Scritto da © Franca Figliolini - Ven, 27/04/2012 - 07:44
I nipoti a volte mi chiedono di raccontare la mia infanzia, cosa che io faccio con riluttanza, perché mi sembra di averne un'immagine indorata dagli anni, non davvero veritiera, eppure profondamente ancorata nella mia memoria...
Il problema della solitudine non si poneva mai. Eravamo miriadi di ragazzini, fratelli, cugini, amichetti, intere nidiate urlanti in scorribande alla scoperta del territorio fantastico della città, guerre di cartoccetti, nascondini, i marciapiedi pieni dei segni dei nostri giochi, campane, mondi e tutto il resto. Le scuole delle periferie stracolme, costrette a doppi o tripli turni dalla massa di gente che premeva sull'urbe, la riempiva all'inverosimile in palazzoni nati vecchi tra le sterpaglie, le baraccopoli, i lacerti del boom economico.
Leggende metropolitane orrende cercavano di limitare la nostra libertà: bambini mangiati dai topi nei cunicoli sotto al pratone, affogati nel fango delle marane, rubati dagli zingari, caduti in qualche trappola nei bunker tedeschi o nelle rovine romane, ma niente, niente ci dissuadeva dall'esplorare correre cercare. Armati di torce, boracce, coltellini a serramanico, borse a batticulo di stoffa pesante, partivamo come per una spedizione nella giungla, ore e ore a inseguire mondi fantastici nelle discariche vicino casa, nei prati incolti che ancora fiancheggiavano la città, nugoli di bambini come sciami di mosche.

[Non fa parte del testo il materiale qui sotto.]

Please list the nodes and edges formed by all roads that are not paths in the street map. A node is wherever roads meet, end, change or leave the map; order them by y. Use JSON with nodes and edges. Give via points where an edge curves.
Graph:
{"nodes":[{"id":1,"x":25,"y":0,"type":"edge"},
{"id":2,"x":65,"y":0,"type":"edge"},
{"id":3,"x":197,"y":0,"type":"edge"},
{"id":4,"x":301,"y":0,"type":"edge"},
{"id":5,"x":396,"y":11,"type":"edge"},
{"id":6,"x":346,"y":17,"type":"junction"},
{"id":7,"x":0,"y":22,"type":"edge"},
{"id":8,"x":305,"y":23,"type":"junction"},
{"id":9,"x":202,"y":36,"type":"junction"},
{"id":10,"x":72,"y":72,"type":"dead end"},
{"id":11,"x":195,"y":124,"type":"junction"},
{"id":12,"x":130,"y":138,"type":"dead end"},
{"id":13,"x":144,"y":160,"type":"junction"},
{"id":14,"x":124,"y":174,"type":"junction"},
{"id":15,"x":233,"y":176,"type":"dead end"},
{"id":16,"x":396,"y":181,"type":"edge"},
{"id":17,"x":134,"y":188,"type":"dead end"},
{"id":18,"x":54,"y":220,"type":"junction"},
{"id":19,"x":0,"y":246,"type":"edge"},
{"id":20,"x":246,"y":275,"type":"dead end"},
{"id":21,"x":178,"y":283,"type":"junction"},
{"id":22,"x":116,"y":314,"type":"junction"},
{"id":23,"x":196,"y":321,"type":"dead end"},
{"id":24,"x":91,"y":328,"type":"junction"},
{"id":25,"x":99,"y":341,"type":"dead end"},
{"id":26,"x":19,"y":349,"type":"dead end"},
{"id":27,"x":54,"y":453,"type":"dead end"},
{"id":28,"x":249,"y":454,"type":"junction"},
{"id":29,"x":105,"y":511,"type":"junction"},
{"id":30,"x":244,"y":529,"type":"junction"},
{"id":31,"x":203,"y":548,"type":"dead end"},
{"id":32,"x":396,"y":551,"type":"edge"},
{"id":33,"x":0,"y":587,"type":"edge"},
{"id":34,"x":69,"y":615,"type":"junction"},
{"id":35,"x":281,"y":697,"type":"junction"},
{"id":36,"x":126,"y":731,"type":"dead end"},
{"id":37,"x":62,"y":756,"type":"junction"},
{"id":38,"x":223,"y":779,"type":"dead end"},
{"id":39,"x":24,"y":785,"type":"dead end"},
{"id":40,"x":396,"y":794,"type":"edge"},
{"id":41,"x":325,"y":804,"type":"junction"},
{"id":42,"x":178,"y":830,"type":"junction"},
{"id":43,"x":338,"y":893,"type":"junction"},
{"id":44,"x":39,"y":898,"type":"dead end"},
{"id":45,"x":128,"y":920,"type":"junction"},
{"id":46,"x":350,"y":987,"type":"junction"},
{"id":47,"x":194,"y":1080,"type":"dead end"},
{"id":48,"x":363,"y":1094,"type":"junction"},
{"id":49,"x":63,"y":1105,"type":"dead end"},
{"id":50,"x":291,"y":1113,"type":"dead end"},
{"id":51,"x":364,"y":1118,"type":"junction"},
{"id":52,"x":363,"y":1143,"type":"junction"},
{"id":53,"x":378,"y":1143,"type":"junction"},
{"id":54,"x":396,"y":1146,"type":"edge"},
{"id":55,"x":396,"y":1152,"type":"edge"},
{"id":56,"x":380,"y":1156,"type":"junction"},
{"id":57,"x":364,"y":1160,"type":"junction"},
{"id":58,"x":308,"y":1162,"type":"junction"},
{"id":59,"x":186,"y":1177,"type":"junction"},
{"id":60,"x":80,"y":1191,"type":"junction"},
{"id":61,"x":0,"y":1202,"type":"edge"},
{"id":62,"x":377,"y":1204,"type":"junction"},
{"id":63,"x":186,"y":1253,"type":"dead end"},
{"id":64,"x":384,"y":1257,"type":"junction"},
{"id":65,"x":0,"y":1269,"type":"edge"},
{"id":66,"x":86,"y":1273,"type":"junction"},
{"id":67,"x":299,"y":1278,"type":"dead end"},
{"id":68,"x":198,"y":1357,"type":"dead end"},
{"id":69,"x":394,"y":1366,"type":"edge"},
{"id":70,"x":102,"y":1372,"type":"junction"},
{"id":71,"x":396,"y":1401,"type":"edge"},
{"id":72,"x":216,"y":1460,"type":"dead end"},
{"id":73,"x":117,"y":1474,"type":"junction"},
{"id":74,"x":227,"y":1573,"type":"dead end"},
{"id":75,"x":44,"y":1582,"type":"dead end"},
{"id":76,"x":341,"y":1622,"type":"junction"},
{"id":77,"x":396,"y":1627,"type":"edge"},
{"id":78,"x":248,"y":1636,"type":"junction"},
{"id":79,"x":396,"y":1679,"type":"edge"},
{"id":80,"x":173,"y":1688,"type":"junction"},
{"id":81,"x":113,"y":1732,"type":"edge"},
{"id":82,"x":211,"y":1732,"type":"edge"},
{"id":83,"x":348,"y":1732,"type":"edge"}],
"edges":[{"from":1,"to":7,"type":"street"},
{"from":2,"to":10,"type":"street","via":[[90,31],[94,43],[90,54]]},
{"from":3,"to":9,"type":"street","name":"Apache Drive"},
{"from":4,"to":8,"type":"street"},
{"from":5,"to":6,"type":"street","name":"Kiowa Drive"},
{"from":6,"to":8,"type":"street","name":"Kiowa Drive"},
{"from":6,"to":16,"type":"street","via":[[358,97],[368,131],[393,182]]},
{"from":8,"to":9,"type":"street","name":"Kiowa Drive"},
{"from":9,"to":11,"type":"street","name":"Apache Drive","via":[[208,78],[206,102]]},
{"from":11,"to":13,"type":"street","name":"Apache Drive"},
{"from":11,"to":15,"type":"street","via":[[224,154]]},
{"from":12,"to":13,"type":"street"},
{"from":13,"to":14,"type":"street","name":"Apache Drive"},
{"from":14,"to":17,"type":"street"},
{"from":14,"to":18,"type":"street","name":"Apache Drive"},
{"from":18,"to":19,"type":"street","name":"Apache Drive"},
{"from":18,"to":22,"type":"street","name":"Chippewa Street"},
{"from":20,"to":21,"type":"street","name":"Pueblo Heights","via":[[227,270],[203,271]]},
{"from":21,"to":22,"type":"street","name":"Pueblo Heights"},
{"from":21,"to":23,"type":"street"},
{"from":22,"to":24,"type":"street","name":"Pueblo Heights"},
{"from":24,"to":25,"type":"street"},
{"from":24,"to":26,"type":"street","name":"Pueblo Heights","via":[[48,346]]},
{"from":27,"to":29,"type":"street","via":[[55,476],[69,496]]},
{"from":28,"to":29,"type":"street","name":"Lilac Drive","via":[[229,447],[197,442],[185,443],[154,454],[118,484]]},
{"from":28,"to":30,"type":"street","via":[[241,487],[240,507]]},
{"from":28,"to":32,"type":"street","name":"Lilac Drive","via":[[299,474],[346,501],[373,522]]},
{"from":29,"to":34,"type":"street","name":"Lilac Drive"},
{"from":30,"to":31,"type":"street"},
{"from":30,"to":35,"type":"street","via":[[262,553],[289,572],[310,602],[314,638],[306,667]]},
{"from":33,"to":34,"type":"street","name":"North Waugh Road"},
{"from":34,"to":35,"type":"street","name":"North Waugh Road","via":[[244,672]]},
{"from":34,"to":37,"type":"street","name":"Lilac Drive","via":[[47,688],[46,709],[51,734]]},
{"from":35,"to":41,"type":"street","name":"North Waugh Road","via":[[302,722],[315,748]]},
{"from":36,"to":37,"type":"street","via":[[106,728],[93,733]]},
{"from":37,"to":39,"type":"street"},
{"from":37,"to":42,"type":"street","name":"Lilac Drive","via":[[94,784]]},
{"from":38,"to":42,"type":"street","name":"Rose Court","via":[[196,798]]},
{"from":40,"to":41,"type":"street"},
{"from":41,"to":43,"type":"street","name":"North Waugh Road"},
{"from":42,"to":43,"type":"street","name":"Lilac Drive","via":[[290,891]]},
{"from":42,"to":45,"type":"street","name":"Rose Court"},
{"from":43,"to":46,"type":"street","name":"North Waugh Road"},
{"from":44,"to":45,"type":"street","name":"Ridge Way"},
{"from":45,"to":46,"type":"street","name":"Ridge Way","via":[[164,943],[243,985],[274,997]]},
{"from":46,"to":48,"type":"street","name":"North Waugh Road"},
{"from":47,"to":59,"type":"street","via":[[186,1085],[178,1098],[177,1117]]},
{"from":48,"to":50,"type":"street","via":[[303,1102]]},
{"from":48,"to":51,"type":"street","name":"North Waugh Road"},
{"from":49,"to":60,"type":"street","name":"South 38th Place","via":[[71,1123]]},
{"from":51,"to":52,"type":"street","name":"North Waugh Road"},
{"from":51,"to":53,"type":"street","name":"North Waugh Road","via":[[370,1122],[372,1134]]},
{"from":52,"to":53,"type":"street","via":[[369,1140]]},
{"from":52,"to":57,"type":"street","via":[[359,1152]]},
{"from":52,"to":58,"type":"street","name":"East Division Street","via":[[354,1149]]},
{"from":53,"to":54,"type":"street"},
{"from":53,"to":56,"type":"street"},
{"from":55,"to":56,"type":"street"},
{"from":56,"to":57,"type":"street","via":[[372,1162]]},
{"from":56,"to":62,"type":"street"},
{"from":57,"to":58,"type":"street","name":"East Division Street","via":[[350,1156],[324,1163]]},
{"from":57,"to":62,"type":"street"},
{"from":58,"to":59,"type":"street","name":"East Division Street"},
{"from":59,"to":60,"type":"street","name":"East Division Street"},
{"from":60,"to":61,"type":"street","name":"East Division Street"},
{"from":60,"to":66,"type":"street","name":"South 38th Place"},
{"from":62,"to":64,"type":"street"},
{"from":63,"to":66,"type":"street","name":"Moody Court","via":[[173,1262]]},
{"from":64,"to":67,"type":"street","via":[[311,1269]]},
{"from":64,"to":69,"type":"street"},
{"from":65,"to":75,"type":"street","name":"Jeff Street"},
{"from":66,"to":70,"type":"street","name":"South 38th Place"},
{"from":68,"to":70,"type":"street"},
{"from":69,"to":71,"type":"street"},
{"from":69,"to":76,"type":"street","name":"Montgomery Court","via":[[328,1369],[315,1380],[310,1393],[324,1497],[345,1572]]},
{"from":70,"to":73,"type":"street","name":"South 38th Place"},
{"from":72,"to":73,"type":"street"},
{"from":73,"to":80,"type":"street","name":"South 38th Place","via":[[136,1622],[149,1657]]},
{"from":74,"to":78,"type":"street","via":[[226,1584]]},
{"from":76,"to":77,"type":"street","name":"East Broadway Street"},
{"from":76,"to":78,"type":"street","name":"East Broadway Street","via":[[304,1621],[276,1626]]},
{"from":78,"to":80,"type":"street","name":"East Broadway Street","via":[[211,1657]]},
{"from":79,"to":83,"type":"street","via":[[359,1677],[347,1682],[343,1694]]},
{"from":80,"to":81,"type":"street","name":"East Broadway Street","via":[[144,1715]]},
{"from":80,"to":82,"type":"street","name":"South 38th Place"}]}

Eravamo astronauti, cercatori d'oro, indiani metropolitani. Eravamo tutto, e tutti insieme. Nutriti dalle storie nei libri e dai racconti degli adulti, affacciati sul benessere, ma senza possederlo, sentivamo di fronte a noi la spinta della conoscenza, del salto sociale, del mondo che si apre e rigenera dopo una parentesi buia di morte. C'era l'urlo della vita, in quello sciamare continuo, quei giochi compresi in se stessi, che ci assorbivano completamente.
L'autorevolezza - o, più spesso, l'autoritarismo - degli adulti allora imperante si contrapponeva a questa sfrenatezza come in uno yin e jang all'amatriciana. L'uno temperava l'altro, in un modo difficile da spiegare, ma che, nei casi non patologici, ci consentiva di crescere liberi ma attenti alle esigenze altrui, sregolati ma cauti, non più felici, non più infelici: vivi.
Un'onda lunga, sulla quale planammo per un capriccio della storia, fino a che non si scontrò contro gli scogli.